Scientists may have very good reasons for standing by this theory. They have every right to say that the preponderance of the evidence points us in this direction, but that is not proof.
It is true that evidence is not the same as proof. And that is why science never declares itself to have proven anything in the ultimate sense. Have our experiments proven- in the sense of absolute certainty- that all matter consists of atoms? Scientists would say no. It may be confident enough to declare it irrational to disbelieve at this point, but that's not the same as absolute proof.
A video tape can be altered or unclear, a confession can be coerced. And I think it is most fitting that you mention eyewitness testimony. I believe it is one the most critical weaknesses in our justice system that we put so much weight on eyewitness testimony. Test after test in neuroscience and psychology show that eyewitness testimony is among the most unreliable evidences available. The eyewitness usually doesn't even realize it. Case in point, 60 minutes recently had a story of a woman who was raped. She knew there was nothing she could do so she steeled her resolve and just stared at the guy trying to memorize his face in detail. Afterwards she reported to the police and gave a description. They captured a man fitting it nearby. She picked him independently out of two separate line-ups and identified him as her rapist. For 20 years she rested easy knowing he was in jail. She recalls getting chills when he looked at her at the trial.
Then they found out she was wrong. The real rapist was in prison elsewhere by now. DNA testing confirmed that the man she had accused was innocent. They have since become friends.
The irony is that you offered impeachable eyewitness testimony as "proof", yet it was the dna evidence that you deny (with regards to evolution) which ultimately set an innocent man free while your "proof" is what wrongly convicted him.

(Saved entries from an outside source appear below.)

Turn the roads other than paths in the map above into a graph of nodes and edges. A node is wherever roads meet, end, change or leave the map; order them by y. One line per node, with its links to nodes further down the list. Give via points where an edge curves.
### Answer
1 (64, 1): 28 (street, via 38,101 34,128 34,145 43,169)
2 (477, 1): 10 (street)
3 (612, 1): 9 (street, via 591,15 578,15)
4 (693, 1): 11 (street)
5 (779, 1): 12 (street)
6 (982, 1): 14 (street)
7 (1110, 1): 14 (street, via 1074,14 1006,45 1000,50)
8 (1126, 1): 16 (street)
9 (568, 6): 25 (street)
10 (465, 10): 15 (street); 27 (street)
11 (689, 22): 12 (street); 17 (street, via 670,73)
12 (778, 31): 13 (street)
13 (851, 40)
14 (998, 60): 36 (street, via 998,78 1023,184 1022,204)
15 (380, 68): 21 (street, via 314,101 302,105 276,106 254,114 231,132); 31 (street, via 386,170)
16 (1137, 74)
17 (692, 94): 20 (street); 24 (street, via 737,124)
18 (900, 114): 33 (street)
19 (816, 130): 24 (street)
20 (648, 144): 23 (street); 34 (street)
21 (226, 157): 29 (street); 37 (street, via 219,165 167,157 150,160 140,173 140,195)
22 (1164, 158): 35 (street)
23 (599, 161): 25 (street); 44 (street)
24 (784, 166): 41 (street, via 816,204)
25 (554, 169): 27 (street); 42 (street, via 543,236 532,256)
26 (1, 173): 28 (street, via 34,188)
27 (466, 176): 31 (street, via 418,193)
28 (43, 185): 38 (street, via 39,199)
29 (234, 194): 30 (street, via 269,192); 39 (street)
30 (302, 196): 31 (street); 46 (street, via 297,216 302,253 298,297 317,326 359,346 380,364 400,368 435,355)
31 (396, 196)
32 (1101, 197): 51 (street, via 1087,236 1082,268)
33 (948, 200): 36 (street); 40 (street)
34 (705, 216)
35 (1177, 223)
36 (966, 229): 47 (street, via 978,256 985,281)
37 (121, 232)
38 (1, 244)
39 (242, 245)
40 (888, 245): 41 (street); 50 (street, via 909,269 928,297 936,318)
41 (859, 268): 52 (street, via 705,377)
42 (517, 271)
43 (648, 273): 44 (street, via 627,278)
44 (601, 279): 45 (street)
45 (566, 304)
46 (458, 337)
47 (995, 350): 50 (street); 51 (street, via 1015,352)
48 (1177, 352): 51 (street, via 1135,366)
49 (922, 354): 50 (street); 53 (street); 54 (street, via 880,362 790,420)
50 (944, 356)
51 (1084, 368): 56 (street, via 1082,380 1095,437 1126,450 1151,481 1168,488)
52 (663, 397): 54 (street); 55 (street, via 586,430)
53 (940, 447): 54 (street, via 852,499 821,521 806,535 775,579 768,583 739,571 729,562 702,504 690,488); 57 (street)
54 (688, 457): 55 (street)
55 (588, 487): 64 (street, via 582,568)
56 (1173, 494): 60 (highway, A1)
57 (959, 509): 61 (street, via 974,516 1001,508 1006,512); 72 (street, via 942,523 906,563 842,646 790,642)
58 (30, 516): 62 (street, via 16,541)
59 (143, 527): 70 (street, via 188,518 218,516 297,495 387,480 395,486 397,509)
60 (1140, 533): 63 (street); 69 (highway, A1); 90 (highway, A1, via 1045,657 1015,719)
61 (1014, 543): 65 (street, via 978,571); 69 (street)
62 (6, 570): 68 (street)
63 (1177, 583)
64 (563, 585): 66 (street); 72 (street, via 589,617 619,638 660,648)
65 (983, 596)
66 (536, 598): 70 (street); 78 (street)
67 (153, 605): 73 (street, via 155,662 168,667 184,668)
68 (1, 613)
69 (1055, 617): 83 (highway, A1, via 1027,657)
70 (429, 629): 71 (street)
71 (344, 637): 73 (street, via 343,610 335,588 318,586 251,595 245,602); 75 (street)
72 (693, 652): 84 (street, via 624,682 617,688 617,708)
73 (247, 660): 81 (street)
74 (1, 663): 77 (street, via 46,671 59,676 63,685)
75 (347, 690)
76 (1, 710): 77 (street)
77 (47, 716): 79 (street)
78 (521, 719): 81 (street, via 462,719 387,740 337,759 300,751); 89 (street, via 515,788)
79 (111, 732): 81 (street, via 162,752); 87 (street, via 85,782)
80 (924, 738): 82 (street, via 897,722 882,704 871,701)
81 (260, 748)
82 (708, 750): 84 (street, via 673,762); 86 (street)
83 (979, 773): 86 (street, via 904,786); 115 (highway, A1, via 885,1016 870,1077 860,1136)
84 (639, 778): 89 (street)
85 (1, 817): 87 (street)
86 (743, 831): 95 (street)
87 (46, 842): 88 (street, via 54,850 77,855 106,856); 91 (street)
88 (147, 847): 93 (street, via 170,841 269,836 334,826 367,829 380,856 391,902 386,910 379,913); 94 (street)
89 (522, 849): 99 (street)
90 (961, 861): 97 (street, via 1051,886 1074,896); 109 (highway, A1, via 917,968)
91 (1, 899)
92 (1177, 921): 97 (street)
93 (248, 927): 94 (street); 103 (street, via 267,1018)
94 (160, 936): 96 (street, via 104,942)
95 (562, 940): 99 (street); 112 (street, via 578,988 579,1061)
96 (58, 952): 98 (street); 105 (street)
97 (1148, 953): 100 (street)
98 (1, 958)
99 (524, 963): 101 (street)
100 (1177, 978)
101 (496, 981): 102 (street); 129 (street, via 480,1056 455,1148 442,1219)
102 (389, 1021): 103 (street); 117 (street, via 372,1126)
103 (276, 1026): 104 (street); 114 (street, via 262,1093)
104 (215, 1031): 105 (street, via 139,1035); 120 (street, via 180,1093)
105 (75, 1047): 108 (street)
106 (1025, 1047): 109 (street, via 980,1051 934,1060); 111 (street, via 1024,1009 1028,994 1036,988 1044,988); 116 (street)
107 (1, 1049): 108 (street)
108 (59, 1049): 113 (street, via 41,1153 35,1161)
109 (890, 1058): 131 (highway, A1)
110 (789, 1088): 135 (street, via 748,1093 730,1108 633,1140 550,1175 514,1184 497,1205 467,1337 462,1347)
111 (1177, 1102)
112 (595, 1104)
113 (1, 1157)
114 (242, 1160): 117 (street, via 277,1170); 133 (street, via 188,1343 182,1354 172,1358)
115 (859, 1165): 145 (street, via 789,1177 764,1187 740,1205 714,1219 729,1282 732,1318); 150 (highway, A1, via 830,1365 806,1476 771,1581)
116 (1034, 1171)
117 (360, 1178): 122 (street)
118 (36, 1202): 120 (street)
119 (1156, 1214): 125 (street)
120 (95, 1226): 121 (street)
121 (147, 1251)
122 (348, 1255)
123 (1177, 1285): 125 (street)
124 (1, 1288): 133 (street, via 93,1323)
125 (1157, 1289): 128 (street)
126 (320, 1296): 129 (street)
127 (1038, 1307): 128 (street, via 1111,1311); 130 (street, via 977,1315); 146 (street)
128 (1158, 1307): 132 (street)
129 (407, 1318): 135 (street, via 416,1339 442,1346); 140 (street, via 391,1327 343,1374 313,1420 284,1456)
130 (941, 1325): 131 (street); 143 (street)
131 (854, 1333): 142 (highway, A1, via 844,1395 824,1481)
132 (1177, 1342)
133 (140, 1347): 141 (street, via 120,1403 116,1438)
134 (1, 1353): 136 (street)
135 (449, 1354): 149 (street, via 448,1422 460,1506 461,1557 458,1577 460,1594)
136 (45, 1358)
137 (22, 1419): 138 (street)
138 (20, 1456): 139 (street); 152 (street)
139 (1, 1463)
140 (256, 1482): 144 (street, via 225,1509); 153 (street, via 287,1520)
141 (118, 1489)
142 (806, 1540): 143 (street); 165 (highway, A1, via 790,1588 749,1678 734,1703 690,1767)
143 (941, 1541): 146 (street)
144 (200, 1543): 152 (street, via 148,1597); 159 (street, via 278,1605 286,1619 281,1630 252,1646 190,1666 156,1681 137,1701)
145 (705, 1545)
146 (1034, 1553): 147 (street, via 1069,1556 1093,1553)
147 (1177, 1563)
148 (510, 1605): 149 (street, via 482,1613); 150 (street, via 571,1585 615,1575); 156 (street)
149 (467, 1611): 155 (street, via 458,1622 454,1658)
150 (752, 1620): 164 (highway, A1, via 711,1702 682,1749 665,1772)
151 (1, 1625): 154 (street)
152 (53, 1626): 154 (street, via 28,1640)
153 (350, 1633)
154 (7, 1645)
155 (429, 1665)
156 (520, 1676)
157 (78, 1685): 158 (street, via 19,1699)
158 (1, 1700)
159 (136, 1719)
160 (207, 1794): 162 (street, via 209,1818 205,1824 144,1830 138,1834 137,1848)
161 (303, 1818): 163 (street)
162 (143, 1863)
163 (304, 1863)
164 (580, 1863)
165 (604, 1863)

The evidence is all we have. If you are looking for absolute certainity in anything, you will not find it except in irrational convictions or true dogma- not science. It makes no claims to absolute certainty. But when you see examples like manipulation of a gene to cause chickens to grow crocodilian teeth (remnants of their dinosaur ancestry), observation of speciation events in fruit flies, the wealth of the fossil record, genetic similarites unexplained by any other theory to date, antibiotic resistance development in bacteria...it seems less and less rational to deny the implications of the evidence simply because they make one uncomfortable.